[Stored data entries]
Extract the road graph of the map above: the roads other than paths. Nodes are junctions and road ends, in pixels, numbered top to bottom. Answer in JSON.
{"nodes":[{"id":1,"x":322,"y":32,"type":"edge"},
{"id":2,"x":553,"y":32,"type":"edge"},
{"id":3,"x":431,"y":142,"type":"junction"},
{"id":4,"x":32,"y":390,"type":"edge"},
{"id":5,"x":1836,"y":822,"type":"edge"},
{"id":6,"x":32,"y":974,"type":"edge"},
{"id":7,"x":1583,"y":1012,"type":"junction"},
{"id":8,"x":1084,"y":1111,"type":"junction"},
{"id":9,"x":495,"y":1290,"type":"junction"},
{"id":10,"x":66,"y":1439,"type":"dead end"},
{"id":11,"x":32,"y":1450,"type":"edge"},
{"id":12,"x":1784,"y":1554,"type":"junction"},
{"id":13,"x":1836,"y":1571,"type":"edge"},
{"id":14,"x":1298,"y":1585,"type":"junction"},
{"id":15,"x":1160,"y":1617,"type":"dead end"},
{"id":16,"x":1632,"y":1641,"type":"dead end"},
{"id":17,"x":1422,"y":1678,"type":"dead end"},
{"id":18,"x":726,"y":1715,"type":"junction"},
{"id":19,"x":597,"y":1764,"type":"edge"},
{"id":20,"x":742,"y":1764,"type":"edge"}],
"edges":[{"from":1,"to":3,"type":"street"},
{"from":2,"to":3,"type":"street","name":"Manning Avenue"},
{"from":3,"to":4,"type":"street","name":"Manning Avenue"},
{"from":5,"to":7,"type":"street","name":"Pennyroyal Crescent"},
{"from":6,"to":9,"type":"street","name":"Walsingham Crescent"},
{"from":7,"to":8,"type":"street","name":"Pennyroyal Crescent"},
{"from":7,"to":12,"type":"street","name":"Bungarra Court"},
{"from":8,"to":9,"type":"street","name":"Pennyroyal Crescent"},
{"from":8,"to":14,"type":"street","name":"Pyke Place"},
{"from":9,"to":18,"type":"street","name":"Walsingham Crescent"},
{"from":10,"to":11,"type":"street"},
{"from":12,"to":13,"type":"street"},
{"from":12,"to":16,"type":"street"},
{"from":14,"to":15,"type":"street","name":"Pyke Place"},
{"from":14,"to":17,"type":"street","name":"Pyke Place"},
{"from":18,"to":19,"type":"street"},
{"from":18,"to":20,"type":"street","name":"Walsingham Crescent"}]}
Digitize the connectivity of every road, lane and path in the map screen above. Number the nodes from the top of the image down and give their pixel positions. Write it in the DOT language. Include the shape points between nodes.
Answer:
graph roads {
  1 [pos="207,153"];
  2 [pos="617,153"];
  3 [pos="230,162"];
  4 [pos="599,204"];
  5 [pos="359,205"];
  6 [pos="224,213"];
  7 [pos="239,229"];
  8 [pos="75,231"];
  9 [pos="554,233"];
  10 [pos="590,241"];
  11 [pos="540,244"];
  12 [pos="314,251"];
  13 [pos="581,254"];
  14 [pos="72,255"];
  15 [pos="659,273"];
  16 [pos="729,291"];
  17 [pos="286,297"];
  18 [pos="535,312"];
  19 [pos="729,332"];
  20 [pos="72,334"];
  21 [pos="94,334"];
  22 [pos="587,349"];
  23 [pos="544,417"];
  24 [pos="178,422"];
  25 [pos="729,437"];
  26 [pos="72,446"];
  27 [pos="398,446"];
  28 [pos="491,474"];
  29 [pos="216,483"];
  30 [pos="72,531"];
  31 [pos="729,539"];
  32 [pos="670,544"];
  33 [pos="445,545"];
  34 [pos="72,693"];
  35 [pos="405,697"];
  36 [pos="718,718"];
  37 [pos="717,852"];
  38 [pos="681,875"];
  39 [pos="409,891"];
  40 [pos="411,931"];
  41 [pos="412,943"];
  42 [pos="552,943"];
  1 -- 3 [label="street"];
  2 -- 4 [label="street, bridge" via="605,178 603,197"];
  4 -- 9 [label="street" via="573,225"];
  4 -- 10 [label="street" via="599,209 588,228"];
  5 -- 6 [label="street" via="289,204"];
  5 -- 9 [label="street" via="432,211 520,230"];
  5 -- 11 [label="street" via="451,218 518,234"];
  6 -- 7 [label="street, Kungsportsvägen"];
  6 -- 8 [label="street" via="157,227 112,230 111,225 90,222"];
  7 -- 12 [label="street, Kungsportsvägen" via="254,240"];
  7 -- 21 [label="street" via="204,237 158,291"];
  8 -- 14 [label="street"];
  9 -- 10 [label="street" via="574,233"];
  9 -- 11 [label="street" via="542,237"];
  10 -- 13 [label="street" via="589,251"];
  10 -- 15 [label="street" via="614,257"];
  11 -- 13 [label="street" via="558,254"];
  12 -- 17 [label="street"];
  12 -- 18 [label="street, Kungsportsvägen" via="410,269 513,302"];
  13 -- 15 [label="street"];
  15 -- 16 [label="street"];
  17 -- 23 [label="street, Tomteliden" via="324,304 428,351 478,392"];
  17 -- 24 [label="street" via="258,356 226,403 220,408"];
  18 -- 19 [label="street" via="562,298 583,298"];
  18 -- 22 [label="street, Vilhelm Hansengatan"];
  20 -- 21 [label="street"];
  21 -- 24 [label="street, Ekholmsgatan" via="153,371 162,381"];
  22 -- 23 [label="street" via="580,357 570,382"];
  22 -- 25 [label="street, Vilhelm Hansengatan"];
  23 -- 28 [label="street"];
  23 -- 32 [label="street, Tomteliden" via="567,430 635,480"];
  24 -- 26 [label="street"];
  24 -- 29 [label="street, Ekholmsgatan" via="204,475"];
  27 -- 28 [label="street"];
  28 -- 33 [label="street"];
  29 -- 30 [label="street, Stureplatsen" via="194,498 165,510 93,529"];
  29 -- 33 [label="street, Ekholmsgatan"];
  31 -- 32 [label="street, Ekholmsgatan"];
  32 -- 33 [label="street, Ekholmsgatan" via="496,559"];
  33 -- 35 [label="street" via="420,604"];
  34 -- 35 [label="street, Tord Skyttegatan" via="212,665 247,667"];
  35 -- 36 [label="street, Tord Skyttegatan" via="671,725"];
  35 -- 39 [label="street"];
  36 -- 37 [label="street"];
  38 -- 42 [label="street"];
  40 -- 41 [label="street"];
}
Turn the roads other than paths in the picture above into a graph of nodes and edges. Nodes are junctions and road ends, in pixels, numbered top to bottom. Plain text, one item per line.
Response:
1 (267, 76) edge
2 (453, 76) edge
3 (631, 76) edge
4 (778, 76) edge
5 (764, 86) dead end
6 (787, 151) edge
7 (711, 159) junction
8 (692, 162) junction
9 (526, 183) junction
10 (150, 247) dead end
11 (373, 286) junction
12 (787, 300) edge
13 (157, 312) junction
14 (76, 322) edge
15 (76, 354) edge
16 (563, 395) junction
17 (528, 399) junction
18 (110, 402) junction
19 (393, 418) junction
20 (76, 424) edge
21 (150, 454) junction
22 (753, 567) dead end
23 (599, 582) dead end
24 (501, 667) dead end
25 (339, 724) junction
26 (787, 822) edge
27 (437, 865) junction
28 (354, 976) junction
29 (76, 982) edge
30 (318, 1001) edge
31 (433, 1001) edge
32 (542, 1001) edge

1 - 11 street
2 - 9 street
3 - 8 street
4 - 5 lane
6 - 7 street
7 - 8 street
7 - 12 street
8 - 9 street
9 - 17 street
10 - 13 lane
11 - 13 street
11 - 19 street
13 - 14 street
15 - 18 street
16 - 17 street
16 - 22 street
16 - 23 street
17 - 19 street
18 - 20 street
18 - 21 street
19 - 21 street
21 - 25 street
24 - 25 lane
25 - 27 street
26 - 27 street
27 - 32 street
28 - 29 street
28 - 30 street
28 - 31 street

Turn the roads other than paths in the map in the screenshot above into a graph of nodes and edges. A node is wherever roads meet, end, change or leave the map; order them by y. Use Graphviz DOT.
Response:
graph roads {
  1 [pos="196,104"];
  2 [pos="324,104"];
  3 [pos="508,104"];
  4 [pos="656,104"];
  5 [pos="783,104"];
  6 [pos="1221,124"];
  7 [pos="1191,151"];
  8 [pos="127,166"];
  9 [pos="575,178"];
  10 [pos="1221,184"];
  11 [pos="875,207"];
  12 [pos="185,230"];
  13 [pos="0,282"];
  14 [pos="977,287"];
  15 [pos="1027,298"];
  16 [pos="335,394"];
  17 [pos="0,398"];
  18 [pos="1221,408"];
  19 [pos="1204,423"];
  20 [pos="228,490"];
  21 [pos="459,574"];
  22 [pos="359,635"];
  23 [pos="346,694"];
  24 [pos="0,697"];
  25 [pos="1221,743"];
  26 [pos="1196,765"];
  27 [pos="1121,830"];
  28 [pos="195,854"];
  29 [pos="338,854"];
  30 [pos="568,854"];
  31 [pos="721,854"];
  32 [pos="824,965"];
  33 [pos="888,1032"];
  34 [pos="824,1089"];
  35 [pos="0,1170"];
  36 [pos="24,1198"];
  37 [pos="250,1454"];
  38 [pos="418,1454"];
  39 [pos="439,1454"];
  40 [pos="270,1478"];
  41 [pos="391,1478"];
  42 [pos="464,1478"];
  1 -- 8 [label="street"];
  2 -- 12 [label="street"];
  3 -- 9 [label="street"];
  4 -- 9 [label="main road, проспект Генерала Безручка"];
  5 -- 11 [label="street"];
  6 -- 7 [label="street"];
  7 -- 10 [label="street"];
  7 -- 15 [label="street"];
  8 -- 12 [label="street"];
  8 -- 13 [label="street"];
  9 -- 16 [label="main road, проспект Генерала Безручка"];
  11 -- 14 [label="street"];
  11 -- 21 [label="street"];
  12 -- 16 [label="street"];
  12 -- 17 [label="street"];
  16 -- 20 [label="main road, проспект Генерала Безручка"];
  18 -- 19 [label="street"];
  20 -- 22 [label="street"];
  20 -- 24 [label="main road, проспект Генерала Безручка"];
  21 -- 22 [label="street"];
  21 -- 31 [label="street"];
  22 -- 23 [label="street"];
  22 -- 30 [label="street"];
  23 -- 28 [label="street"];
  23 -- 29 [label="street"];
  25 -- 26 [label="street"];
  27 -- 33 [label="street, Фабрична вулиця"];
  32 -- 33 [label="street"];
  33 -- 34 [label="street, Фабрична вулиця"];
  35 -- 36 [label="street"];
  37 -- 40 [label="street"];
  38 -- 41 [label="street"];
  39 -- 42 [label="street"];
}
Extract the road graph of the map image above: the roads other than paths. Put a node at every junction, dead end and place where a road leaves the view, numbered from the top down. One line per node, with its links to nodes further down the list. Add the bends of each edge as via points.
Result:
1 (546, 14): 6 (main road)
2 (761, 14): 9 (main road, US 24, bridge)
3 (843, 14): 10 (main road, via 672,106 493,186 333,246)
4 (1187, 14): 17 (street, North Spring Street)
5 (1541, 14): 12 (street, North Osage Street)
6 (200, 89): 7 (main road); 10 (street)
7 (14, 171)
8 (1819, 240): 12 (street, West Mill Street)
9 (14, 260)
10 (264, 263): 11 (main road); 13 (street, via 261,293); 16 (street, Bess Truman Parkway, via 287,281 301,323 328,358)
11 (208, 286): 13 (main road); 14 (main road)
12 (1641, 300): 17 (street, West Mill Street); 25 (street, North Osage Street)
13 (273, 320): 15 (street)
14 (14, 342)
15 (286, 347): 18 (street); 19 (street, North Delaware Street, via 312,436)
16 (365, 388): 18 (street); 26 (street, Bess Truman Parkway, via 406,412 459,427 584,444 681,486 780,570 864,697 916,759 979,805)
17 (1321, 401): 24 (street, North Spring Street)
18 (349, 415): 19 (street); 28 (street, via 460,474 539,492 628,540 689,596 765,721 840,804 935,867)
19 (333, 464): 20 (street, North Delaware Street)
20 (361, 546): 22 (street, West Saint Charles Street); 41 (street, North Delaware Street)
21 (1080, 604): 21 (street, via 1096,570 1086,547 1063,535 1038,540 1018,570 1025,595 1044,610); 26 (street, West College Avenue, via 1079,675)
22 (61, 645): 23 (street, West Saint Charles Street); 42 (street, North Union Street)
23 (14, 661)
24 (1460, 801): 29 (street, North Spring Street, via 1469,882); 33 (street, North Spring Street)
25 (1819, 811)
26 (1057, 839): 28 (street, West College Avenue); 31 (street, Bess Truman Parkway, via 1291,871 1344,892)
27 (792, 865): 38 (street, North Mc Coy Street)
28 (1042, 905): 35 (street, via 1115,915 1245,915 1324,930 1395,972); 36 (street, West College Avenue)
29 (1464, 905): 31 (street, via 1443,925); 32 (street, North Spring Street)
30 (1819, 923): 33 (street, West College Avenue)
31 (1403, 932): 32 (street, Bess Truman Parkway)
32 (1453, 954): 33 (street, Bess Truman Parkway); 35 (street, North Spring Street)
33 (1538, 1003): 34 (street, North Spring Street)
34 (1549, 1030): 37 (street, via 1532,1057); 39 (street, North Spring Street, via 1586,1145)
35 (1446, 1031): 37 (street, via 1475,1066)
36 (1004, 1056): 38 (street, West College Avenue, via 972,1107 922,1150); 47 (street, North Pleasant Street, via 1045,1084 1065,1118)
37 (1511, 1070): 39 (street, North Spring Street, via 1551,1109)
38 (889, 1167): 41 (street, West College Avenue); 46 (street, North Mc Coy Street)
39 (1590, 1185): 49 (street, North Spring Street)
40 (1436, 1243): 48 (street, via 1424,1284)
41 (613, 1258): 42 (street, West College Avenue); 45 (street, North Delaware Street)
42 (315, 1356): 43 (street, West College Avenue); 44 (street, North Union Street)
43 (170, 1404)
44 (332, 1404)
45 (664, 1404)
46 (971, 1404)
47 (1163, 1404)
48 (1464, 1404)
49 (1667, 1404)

EXERCISE PROMPT:
Starting from the records above, filter out all lines except those containing the word "Tomteliden".

THE ANSWER:
  17 -- 23 [label="street, Tomteliden" via="324,304 428,351 478,392"];
  23 -- 32 [label="street, Tomteliden" via="567,430 635,480"];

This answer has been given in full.